# Chapter 3

If you've used `git lfs` to download the sample data files, you'll have pulled down the sliced.parquet file, run the next cell to generate the csv file from it before moving on!

If you already have the `sliced.csv` file, you can skip this cell

In [1]:
import pyarrow as pa
import pyarrow.csv
import pyarrow.parquet as pq

# write out csv version of the parquet file that is provided in the repo
sliced = pq.read_table('../sample_data/sliced.parquet')
pa.csv.write_csv(sliced, '../sample_data/sliced.csv')

In [2]:
import pyspark as pyspark
from pyspark import SparkContext
conf = pyspark.SparkConf()
conf.set("spark.executor.memory", "8g")
conf.set("spark.driver.memory", "8g")
conf.set('spark.jars.packages', 'org.apache.hadoop:hadoop-aws:3.3.1')
sc = SparkContext(conf=conf)
sc._jsc.hadoopConfiguration().set('fs.s3a.aws.credentials.provider', 'org.apache.hadoop.fs.s3a.AnonymousAWSCredentialsProvider')
sc._jsc.hadoopConfiguration().set('fs.s3a.impl', 'org.apache.hadoop.fs.s3a.S3AFileSystem')
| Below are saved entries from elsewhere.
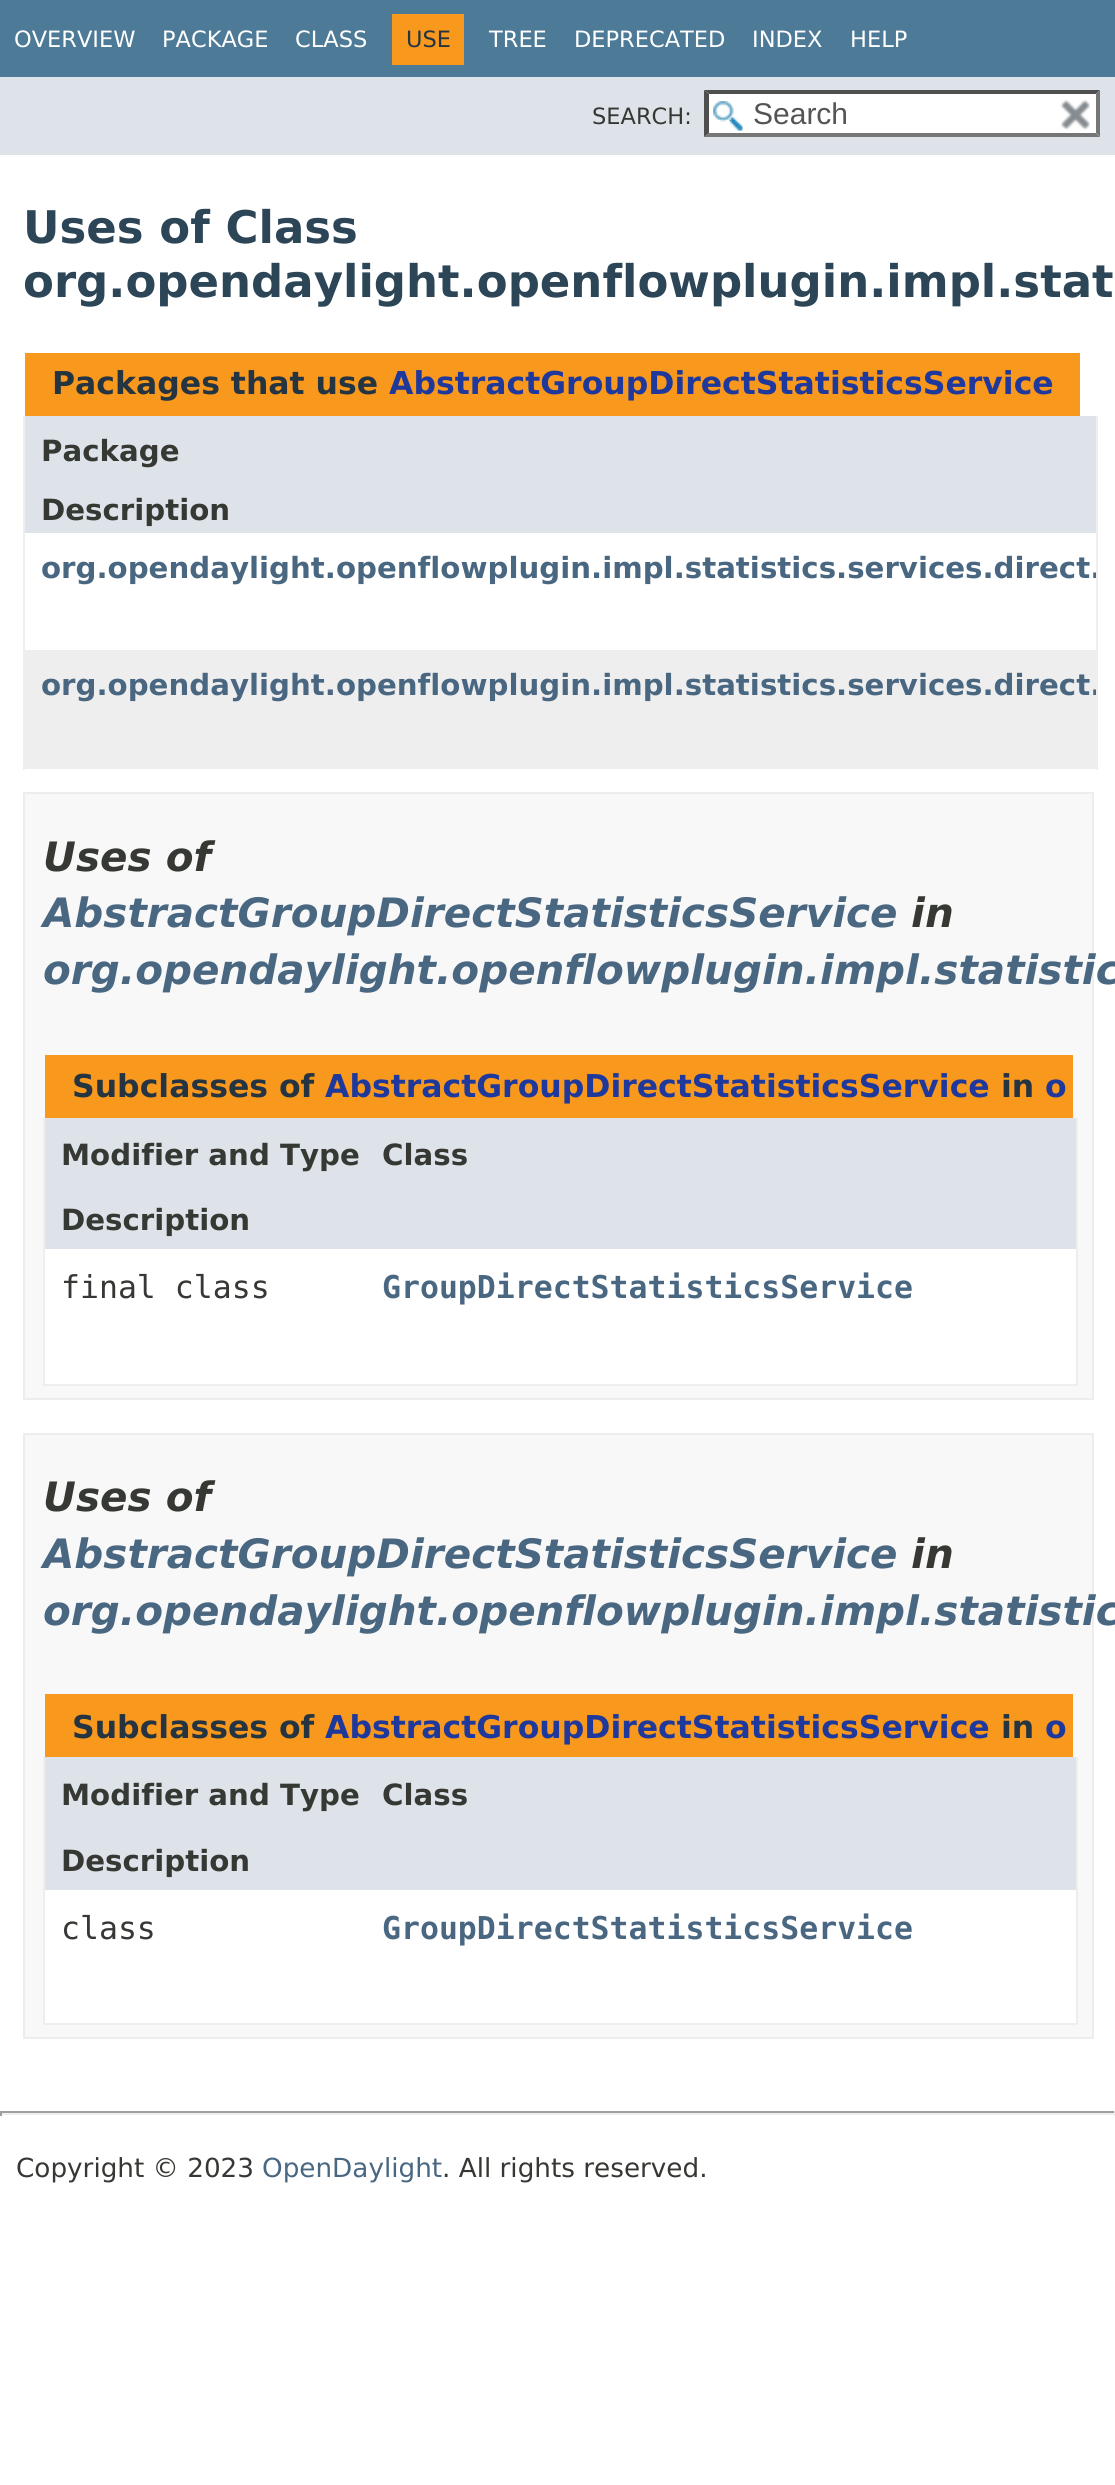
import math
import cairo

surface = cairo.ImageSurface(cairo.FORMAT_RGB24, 1115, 2485)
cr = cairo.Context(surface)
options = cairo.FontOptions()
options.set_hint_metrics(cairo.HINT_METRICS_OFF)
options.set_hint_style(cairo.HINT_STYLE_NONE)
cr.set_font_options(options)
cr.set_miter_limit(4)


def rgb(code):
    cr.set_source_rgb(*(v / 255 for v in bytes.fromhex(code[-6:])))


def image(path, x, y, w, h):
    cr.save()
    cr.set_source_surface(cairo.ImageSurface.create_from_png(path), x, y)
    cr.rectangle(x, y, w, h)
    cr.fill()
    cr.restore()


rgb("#ffffff")
cr.paint()
for x, y, w, h, color in [
    (0, 0, 1115, 77, "#4d7a97"),
    (392, 14, 72, 51, "#f8981d"),
    (0, 77, 1115, 78, "#dee3e9"),
    (704, 90, 396, 47, "#ffffff"),
]:
    rgb(color)
    cr.rectangle(x, y, w, h)
    cr.fill()
image("img/1.png", 713, 101, 30, 30)
rgb("#4f4f4f")
cr.new_path()
cr.move_to(704, 90)
cr.line_to(1100, 90)
cr.line_to(1096, 94)
cr.line_to(709, 94)
cr.close_path()
cr.fill()
rgb("#767676")
cr.new_path()
cr.move_to(1100, 90)
cr.line_to(1100, 137)
cr.line_to(1096, 133)
cr.line_to(1096, 94)
cr.close_path()
cr.fill()
cr.new_path()
cr.move_to(1100, 137)
cr.line_to(704, 137)
cr.line_to(709, 133)
cr.line_to(1096, 133)
cr.close_path()
cr.fill()
rgb("#4f4f4f")
cr.new_path()
cr.move_to(704, 137)
cr.line_to(704, 90)
cr.line_to(709, 94)
cr.line_to(709, 133)
cr.close_path()
cr.fill()
image("img/2.png", 1060, 99, 30, 31)
for x, y, w, h, color in [
    (25, 353, 1055, 63, "#f8981d"),
    (1096, 416, 2, 354, "#eeeeee"),
    (23, 767, 1075, 2, "#eeeeee"),
    (23, 416, 2, 354, "#eeeeee"),
    (25, 416, 1071, 117, "#dee3e9"),
    (25, 650, 1071, 117, "#eeeeef"),
]:
    rgb(color)
    cr.rectangle(x, y, w, h)
    cr.fill()
rgb("#f8f8f8")
cr.rectangle(24, 793, 1069, 606)
cr.fill_preserve()
rgb("#ededed")
cr.stroke()
for x, y, w, h, color in [
    (45, 1055, 1028, 63, "#f8981d"),
    (1076, 1118, 2, 268, "#eeeeee"),
    (43, 1384, 1035, 2, "#eeeeee"),
    (43, 1118, 2, 268, "#eeeeee"),
    (45, 1118, 1031, 66, "#dee3e9"),
    (45, 1184, 1031, 65, "#dee3e9"),
    (45, 1249, 1031, 70, "#ffffff"),
    (45, 1319, 1031, 65, "#ffffff"),
]:
    rgb(color)
    cr.rectangle(x, y, w, h)
    cr.fill()
rgb("#f8f8f8")
cr.rectangle(24, 1434, 1069, 604)
cr.fill_preserve()
rgb("#ededed")
cr.stroke()
for x, y, w, h, color in [
    (45, 1694, 1028, 63, "#f8981d"),
    (1076, 1757, 2, 268, "#eeeeee"),
    (43, 2023, 1035, 2, "#eeeeee"),
    (43, 1757, 2, 268, "#eeeeee"),
    (45, 1757, 1031, 66, "#dee3e9"),
    (45, 1823, 1031, 67, "#dee3e9"),
    (45, 1890, 1031, 68, "#ffffff"),
    (45, 1958, 1031, 65, "#ffffff"),
    (0, 2111, 1115, 2, "#9f9f9f"),
    (1114, 2111, 1, 5, "#eeeeee"),
    (0, 2113, 1115, 2, "#eeeeee"),
    (0, 2111, 2, 5, "#9f9f9f"),
]:
    rgb(color)
    cr.rectangle(x, y, w, h)
    cr.fill()
cr.select_font_face("DejaVu Sans")
cr.set_font_size(22.5)
rgb("#ffffff")
for x, y, s in [
    (14, 47, "OVERVIEW"),
    (162, 47, "PACKAGE"),
    (295, 47, "CLASS"),
]:
    cr.move_to(x, y)
    cr.show_text(s)
rgb("#253441")
cr.move_to(406, 47)
cr.show_text("USE")
rgb("#ffffff")
for x, y, s in [
    (489, 47, "TREE"),
    (574, 47, "DEPRECATED"),
    (752, 47, "INDEX"),
    (850, 47, "HELP"),
]:
    cr.move_to(x, y)
    cr.show_text(s)
rgb("#353833")
cr.move_to(592, 124)
cr.show_text("SEARCH:")
cr.select_font_face("Liberation Sans")
cr.set_font_size(30)
rgb("#545454")
cr.move_to(753, 124)
cr.show_text("Search")
cr.select_font_face("DejaVu Sans", cairo.FONT_SLANT_NORMAL, cairo.FONT_WEIGHT_BOLD)
cr.set_font_size(45)
rgb("#2c4557")
cr.move_to(23, 243)
cr.show_text("Uses of Class")
cr.move_to(23, 297)
cr.show_text("org.opendaylight.openflowplugin.impl.stat")
cr.set_font_size(31.5)
rgb("#253441")
cr.move_to(52, 394)
cr.show_text("Packages that use")
rgb("#1f389c")
cr.move_to(389, 394)
cr.show_text("AbstractGroupDirectStatisticsService")
cr.set_font_size(29.25)
rgb("#353833")
cr.move_to(41, 461)
cr.show_text("Package")
cr.move_to(41, 520)
cr.show_text("Description")
cr.save()
cr.rectangle(25, 533, 1071, 59)
cr.clip()
rgb("#4a6782")
cr.move_to(41, 578)
cr.show_text("org.opendaylight.openflowplugin.impl.statistics.services.direct.")
cr.restore()
cr.save()
cr.rectangle(25, 650, 1071, 59)
cr.clip()
rgb("#4a6782")
cr.move_to(41, 695)
cr.show_text("org.opendaylight.openflowplugin.impl.statistics.services.direct.")
cr.restore()
cr.select_font_face("DejaVu Sans", cairo.FONT_SLANT_ITALIC, cairo.FONT_WEIGHT_BOLD)
cr.set_font_size(40.5)
cr.move_to(43, 871)
cr.show_text("Uses of")
rgb("#4a6782")
cr.move_to(43, 927)
cr.show_text("AbstractGroupDirectStatisticsService")
rgb("#353833")
cr.move_to(911, 927)
cr.show_text("in")
rgb("#4a6782")
cr.move_to(43, 984)
cr.show_text("org.opendaylight.openflowplugin.impl.statistic")
cr.select_font_face("DejaVu Sans", cairo.FONT_SLANT_NORMAL, cairo.FONT_WEIGHT_BOLD)
cr.set_font_size(31.5)
rgb("#253441")
cr.move_to(72, 1097)
cr.show_text("Subclasses of")
rgb("#1f389c")
cr.move_to(325, 1097)
cr.show_text("AbstractGroupDirectStatisticsService")
rgb("#253441")
cr.move_to(1001, 1097)
cr.show_text("in")
rgb("#1f389c")
cr.move_to(1045, 1097)
cr.show_text("o")
cr.set_font_size(29.25)
rgb("#353833")
for x, y, s in [
    (61, 1165, "Modifier and Type"),
    (382, 1165, "Class"),
    (61, 1230, "Description"),
]:
    cr.move_to(x, y)
    cr.show_text(s)
cr.select_font_face("DejaVu Sans Mono")
cr.set_font_size(31.5)
cr.move_to(61, 1298)
cr.show_text("final class")
cr.select_font_face("DejaVu Sans Mono", cairo.FONT_SLANT_NORMAL, cairo.FONT_WEIGHT_BOLD)
rgb("#4a6782")
cr.move_to(382, 1298)
cr.show_text("GroupDirectStatisticsService")
cr.select_font_face("DejaVu Sans", cairo.FONT_SLANT_ITALIC, cairo.FONT_WEIGHT_BOLD)
cr.set_font_size(40.5)
rgb("#353833")
cr.move_to(43, 1511)
cr.show_text("Uses of")
rgb("#4a6782")
cr.move_to(43, 1568)
cr.show_text("AbstractGroupDirectStatisticsService")
rgb("#353833")
cr.move_to(911, 1568)
cr.show_text("in")
rgb("#4a6782")
cr.move_to(43, 1625)
cr.show_text("org.opendaylight.openflowplugin.impl.statistic")
cr.select_font_face("DejaVu Sans", cairo.FONT_SLANT_NORMAL, cairo.FONT_WEIGHT_BOLD)
cr.set_font_size(31.5)
rgb("#253441")
cr.move_to(72, 1738)
cr.show_text("Subclasses of")
rgb("#1f389c")
cr.move_to(325, 1738)
cr.show_text("AbstractGroupDirectStatisticsService")
rgb("#253441")
cr.move_to(1001, 1738)
cr.show_text("in")
rgb("#1f389c")
cr.move_to(1045, 1738)
cr.show_text("o")
cr.set_font_size(29.25)
rgb("#353833")
for x, y, s in [
    (61, 1805, "Modifier and Type"),
    (382, 1805, "Class"),
    (61, 1871, "Description"),
]:
    cr.move_to(x, y)
    cr.show_text(s)
cr.select_font_face("DejaVu Sans Mono")
cr.set_font_size(31.5)
cr.move_to(61, 1939)
cr.show_text("class")
cr.select_font_face("DejaVu Sans Mono", cairo.FONT_SLANT_NORMAL, cairo.FONT_WEIGHT_BOLD)
rgb("#4a6782")
cr.move_to(382, 1939)
cr.show_text("GroupDirectStatisticsService")
cr.select_font_face("DejaVu Sans")
cr.set_font_size(26.25)
rgb("#353833")
cr.move_to(16, 2177)
cr.show_text("Copyright © 2023")
rgb("#4a6782")
cr.move_to(262, 2177)
cr.show_text("OpenDaylight")
rgb("#353833")
cr.move_to(442, 2177)
cr.show_text(". All rights reserved.")
surface.write_to_png("page.png")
from pyspark.sql import SparkSession
spark = SparkSession(sc)

In [3]:
%%time
import pyarrow as pa
import pyarrow.csv
import pyarrow.parquet as pq

pdf = pa.csv.read_csv('../sample_data/sliced.csv').to_pandas()

CPU times: user 4.82 s, sys: 3.61 s, total: 8.43 s
Wall time: 801 ms


In [4]:
%time df = spark.read.format('csv').load('../sample_data/sliced.csv', inferSchema='true', header='true')

CPU times: user 0 ns, sys: 151 ms, total: 151 ms
Wall time: 6.34 s


In [5]:
spark.conf.set("spark.sql.execution.arrow.pyspark.enabled", "true")

In [6]:
%time df = spark.createDataFrame(pa.csv.read_csv('../sample_data/sliced.csv').to_pandas())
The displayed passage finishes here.